Wednesday, March 9, 2011

Vienna Kunsthistoriches

We got up bright and early, ate the amazing breakfast and hit the road by 9:30 in order to get tickets for the Lipizanner Stallion’s practice. But they weren’t selling today. So, instead we went to the Kunsthistorisches, the Museum of Fine Arts. We haven’t looked at paintings in a few days. This museum was built at the end of the 19th century. It is palatial and the star of the show. It makes Boston’s MFA look like a gate house. After all the marble, granite & other stone structures I’ve seen on this trip, I’m surprised the earth hasn’t collapsed. The top of the main stairway presents Canova’s Theseus and the Centaur. Above the stairs are works in the spandrels by Klimt & Match and in the lunettes by Makart. The collection is dominated by European 15th & 16th century works. They also have a wonderful Egyptian & Roman collection. The list of works that impressed is quite long, but here goes.

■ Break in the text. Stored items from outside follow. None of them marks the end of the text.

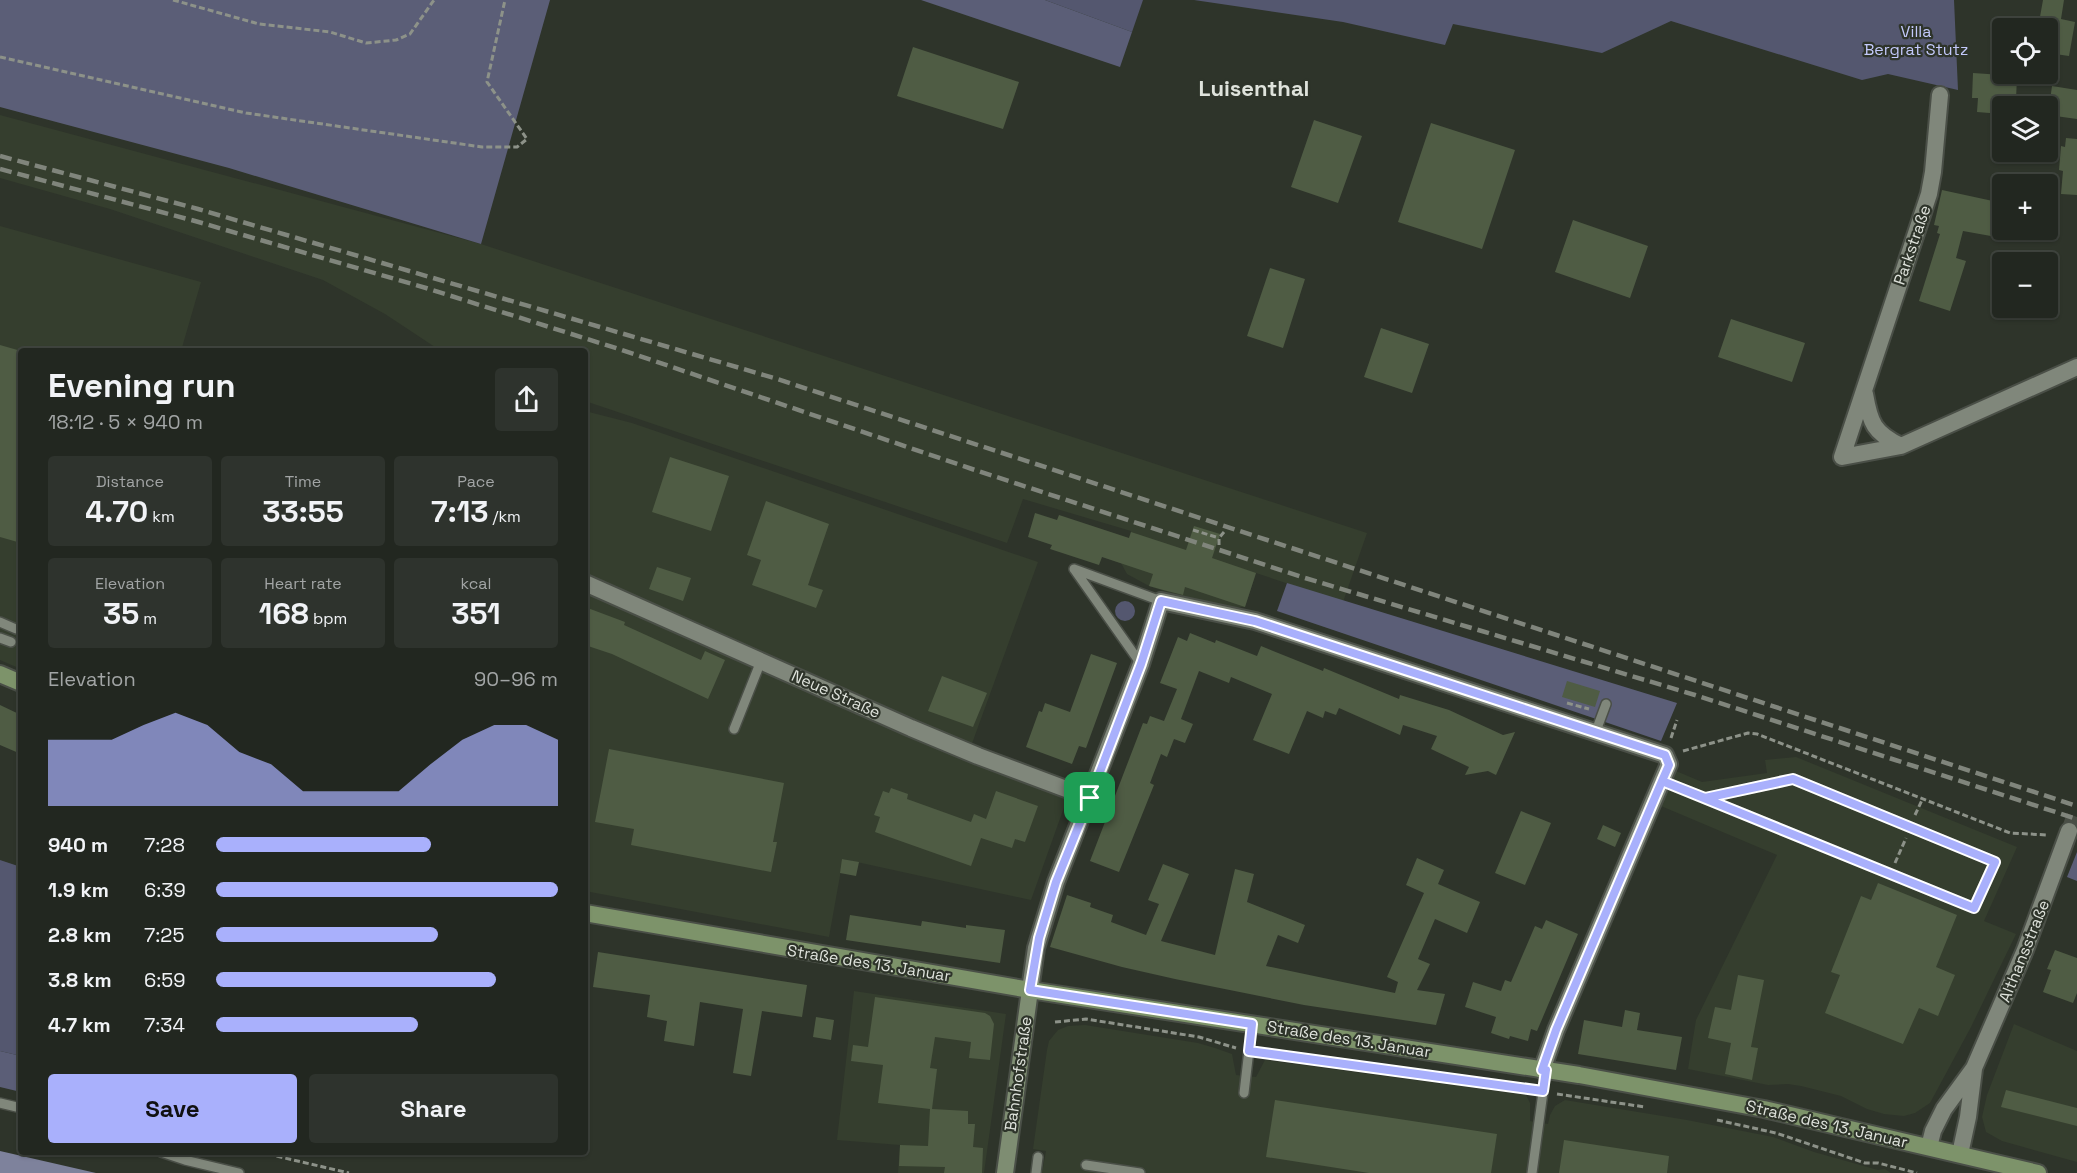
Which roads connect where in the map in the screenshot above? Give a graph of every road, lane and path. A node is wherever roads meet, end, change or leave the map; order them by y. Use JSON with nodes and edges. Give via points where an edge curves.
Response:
{"nodes":[{"id":1,"x":173,"y":0,"type":"edge"},
{"id":2,"x":434,"y":0,"type":"edge"},
{"id":3,"x":505,"y":0,"type":"edge"},
{"id":4,"x":0,"y":57,"type":"edge"},
{"id":5,"x":1940,"y":95,"type":"dead end"},
{"id":6,"x":2077,"y":367,"type":"edge"},
{"id":7,"x":1864,"y":390,"type":"junction"},
{"id":8,"x":1900,"y":446,"type":"junction"},
{"id":9,"x":1193,"y":530,"type":"dead end"},
{"id":10,"x":1224,"y":532,"type":"dead end"},
{"id":11,"x":1219,"y":538,"type":"junction"},
{"id":12,"x":1220,"y":545,"type":"dead end"},
{"id":13,"x":588,"y":584,"type":"edge"},
{"id":14,"x":1161,"y":601,"type":"junction"},
{"id":15,"x":0,"y":622,"type":"edge"},
{"id":16,"x":16,"y":629,"type":"dead end"},
{"id":17,"x":0,"y":638,"type":"edge"},
{"id":18,"x":11,"y":642,"type":"dead end"},
{"id":19,"x":761,"y":661,"type":"junction"},
{"id":20,"x":1141,"y":664,"type":"junction"},
{"id":21,"x":0,"y":674,"type":"edge"},
{"id":22,"x":18,"y":682,"type":"edge"},
{"id":23,"x":1564,"y":702,"type":"dead end"},
{"id":24,"x":1604,"y":708,"type":"joint"},
{"id":25,"x":734,"y":729,"type":"dead end"},
{"id":26,"x":1596,"y":732,"type":"junction"},
{"id":27,"x":1665,"y":755,"type":"junction"},
{"id":28,"x":1662,"y":781,"type":"junction"},
{"id":29,"x":1090,"y":798,"type":"junction"},
{"id":30,"x":1705,"y":798,"type":"junction"},
{"id":31,"x":2068,"y":836,"type":"joint"},
{"id":32,"x":588,"y":914,"type":"edge"},
{"id":33,"x":1030,"y":990,"type":"junction"},
{"id":34,"x":1055,"y":1022,"type":"dead end"},
{"id":35,"x":1252,"y":1024,"type":"junction"},
{"id":36,"x":1249,"y":1051,"type":"junction"},
{"id":37,"x":1974,"y":1068,"type":"junction"},
{"id":38,"x":1544,"y":1070,"type":"junction"},
{"id":39,"x":1543,"y":1091,"type":"junction"},
{"id":40,"x":1244,"y":1093,"type":"dead end"},
{"id":41,"x":0,"y":1103,"type":"edge"},
{"id":42,"x":18,"y":1107,"type":"edge"},
{"id":43,"x":1646,"y":1107,"type":"dead end"},
{"id":44,"x":1711,"y":1119,"type":"dead end"},
{"id":45,"x":1929,"y":1147,"type":"junction"},
{"id":46,"x":1960,"y":1154,"type":"junction"},
{"id":47,"x":170,"y":1155,"type":"edge"},
{"id":48,"x":271,"y":1155,"type":"edge"},
{"id":49,"x":1038,"y":1157,"type":"dead end"},
{"id":50,"x":1086,"y":1165,"type":"dead end"},
{"id":51,"x":239,"y":1173,"type":"edge"},
{"id":52,"x":349,"y":1173,"type":"edge"},
{"id":53,"x":1005,"y":1173,"type":"edge"},
{"id":54,"x":1036,"y":1173,"type":"edge"},
{"id":55,"x":1140,"y":1173,"type":"edge"},
{"id":56,"x":1532,"y":1173,"type":"edge"},
{"id":57,"x":1917,"y":1173,"type":"edge"},
{"id":58,"x":2038,"y":1173,"type":"edge"}],
"edges":[{"from":1,"to":2,"type":"path","via":[[259,24],[330,32],[366,43],[396,40],[410,34]]},
{"from":3,"to":4,"type":"path","via":[[487,82],[527,139],[517,147],[482,147],[246,113]]},
{"from":5,"to":7,"type":"street","name":"Parkstraße","via":[[1929,194]]},
{"from":6,"to":8,"type":"street","name":"Parkstraße"},
{"from":7,"to":8,"type":"street","via":[[1874,427]]},
{"from":7,"to":8,"type":"street","name":"Parkstraße","via":[[1842,457]]},
{"from":9,"to":11,"type":"path"},
{"from":10,"to":11,"type":"path"},
{"from":11,"to":12,"type":"path"},
{"from":13,"to":19,"type":"street","name":"Neue Straße"},
{"from":14,"to":20,"type":"street","name":"Bahnhofstraße"},
{"from":14,"to":20,"type":"lane","via":[[1074,569]]},
{"from":14,"to":26,"type":"street","via":[[1255,621]]},
{"from":15,"to":16,"type":"lane"},
{"from":17,"to":18,"type":"lane"},
{"from":19,"to":25,"type":"lane"},
{"from":19,"to":29,"type":"street","name":"Neue Straße","via":[[959,748]]},
{"from":20,"to":29,"type":"street","name":"Bahnhofstraße"},
{"from":21,"to":22,"type":"main road"},
{"from":23,"to":24,"type":"path"},
{"from":24,"to":26,"type":"lane"},
{"from":26,"to":27,"type":"street"},
{"from":27,"to":28,"type":"street","via":[[1669,765]]},
{"from":27,"to":31,"type":"path","via":[[1757,734],[2010,833]]},
{"from":28,"to":30,"type":"lane"},
{"from":28,"to":38,"type":"street","via":[[1556,1030]]},
{"from":29,"to":33,"type":"street","name":"Bahnhofstraße","via":[[1056,882],[1036,948]]},
{"from":30,"to":30,"type":"lane","via":[[1974,908],[1995,862],[1793,779]]},
{"from":31,"to":37,"type":"street","name":"Althansstraße","via":[[2025,951]]},
{"from":32,"to":33,"type":"main road","name":"Straße des 13. Januar"},
{"from":33,"to":35,"type":"main road","name":"Straße des 13. Januar"},
{"from":33,"to":53,"type":"main road","name":"Bahnhofstraße"},
{"from":34,"to":36,"type":"path","via":[[1086,1019],[1199,1036]]},
{"from":35,"to":36,"type":"lane"},
{"from":35,"to":38,"type":"main road","name":"Straße des 13. Januar"},
{"from":36,"to":39,"type":"path"},
{"from":36,"to":40,"type":"lane"},
{"from":37,"to":45,"type":"street","name":"Althansstraße","via":[[1944,1109]]},
{"from":37,"to":46,"type":"street","name":"Althansstraße"},
{"from":38,"to":39,"type":"lane"},
{"from":38,"to":45,"type":"main road","name":"Straße des 13. Januar","via":[[1764,1109]]},
{"from":39,"to":43,"type":"path"},
{"from":39,"to":56,"type":"lane"},
{"from":41,"to":42,"type":"lane"},
{"from":44,"to":57,"type":"path","via":[[1776,1133],[1865,1163]]},
{"from":45,"to":46,"type":"main road","name":"Straße des 13. Januar"},
{"from":46,"to":58,"type":"main road","name":"Straße des 13. Januar"},
{"from":47,"to":51,"type":"lane"},
{"from":48,"to":52,"type":"path"},
{"from":49,"to":54,"type":"lane"},
{"from":50,"to":55,"type":"lane"}]}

Rembrandt – 3 self-portraits, his son & his wife
Cranach – a roomful
Holbein – a roomful + Jane Seymour
Bruegel – a roomful among them the 3 cycles of the Seasons, The Peasant’s Dance, The Peasant’s Wedding, Tower of Babel
Mategna – St Sebastian
Caravaggio – Crowning of Thorns & Madonna of the Rosary
Durer – a roomful
Room after room of the Venetians – Titian, Veronese, Bellini, Tintaretto
Rooms of Rubens
Tonight we braved the underground and took it to the opera to see Ariadne auf Naxos, which was a serendipity because we saw the Roman floor mosaic that illustrat
ed their story today at the museum. 

  1. carolynberlin 

    We are going to Vienna, no doubt about it. I’ve never been and I’m so impresssed by your reports on the paintings.

  2. It is a world class city. To do this again, I would add days in Vienna and deduct from Prague.